Your instructions> Copy every line of the data that contains the string "paths".

※

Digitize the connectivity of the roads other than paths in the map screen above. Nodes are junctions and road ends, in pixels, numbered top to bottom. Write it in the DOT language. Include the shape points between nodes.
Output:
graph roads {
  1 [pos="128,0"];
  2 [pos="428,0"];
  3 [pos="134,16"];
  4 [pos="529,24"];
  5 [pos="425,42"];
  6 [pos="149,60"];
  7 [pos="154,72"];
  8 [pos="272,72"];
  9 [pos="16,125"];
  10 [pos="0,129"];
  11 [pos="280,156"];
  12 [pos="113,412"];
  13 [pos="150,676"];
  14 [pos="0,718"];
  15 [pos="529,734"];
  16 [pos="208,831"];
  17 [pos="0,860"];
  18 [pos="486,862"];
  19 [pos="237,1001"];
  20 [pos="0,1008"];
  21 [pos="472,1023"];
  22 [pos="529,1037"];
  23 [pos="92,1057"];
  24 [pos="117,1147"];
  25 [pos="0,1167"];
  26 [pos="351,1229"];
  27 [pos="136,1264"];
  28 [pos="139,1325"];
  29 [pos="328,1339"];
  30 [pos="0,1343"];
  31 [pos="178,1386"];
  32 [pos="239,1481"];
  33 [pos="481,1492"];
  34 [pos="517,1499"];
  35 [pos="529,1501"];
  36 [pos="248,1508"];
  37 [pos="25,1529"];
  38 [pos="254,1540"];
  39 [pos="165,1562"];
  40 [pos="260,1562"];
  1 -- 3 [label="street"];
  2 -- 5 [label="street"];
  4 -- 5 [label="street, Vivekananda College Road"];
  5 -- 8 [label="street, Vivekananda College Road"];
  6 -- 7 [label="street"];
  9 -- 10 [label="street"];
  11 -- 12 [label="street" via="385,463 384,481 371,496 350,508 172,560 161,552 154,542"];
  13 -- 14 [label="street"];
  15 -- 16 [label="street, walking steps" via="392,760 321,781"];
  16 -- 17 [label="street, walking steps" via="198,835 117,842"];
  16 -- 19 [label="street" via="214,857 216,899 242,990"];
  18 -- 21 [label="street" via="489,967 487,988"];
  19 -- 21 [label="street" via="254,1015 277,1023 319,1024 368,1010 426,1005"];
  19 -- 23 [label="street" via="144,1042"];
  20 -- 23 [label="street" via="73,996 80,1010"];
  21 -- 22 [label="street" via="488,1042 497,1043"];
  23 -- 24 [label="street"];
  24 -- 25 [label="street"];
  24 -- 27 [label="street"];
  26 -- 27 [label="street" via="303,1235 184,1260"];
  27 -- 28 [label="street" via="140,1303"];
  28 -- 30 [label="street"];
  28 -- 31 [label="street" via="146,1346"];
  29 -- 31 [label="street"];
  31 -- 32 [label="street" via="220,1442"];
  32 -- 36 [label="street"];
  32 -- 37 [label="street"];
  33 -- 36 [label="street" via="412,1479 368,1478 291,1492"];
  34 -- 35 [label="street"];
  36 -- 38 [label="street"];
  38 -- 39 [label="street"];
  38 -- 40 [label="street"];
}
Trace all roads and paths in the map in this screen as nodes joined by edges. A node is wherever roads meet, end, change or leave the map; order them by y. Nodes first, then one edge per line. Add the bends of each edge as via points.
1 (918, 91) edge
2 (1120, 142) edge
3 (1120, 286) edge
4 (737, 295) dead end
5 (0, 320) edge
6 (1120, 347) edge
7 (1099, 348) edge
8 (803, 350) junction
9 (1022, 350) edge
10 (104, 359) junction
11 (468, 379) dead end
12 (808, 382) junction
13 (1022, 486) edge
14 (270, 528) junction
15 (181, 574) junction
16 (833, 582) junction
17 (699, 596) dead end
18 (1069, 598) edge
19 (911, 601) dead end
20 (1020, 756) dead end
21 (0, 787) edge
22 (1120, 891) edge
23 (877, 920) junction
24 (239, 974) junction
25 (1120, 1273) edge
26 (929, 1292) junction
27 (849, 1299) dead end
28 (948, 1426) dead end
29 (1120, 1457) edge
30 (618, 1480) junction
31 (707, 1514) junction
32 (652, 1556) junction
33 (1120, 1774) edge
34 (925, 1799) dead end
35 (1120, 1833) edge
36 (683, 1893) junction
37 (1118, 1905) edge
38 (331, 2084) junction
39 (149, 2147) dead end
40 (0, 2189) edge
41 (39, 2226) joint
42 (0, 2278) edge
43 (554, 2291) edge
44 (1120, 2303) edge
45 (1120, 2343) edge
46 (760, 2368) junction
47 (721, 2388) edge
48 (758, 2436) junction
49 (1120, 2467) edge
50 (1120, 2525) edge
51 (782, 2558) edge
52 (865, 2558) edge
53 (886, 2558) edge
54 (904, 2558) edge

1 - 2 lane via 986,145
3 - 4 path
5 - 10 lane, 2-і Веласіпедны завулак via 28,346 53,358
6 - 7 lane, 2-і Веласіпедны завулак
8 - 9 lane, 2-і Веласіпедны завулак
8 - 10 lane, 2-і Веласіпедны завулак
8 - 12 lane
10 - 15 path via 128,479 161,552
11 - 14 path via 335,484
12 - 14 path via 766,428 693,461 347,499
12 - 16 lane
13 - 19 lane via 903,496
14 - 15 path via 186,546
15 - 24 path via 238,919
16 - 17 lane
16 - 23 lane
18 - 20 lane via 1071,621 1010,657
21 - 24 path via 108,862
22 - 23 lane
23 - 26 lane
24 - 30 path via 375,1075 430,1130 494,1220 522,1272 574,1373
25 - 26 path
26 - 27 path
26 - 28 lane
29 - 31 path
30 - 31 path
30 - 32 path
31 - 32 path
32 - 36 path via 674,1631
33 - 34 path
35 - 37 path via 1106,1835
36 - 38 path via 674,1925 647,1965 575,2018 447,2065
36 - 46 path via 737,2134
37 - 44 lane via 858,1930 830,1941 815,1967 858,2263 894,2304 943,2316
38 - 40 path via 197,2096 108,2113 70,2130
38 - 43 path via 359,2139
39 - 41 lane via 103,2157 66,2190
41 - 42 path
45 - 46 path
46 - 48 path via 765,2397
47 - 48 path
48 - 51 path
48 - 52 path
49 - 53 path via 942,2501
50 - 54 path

※

Finished task>
Digitize the connectivity of the roads other than paths in the map screen above. Nodes are junctions and road ends, in pixels, numbered top to bottom. Write it in the DOT language. Include the shape points between nodes.
Trace all roads and paths in the map in this screen as nodes joined by edges. A node is wherever roads meet, end, change or leave the map; order them by y. Nodes first, then one edge per line. Add the bends of each edge as via points.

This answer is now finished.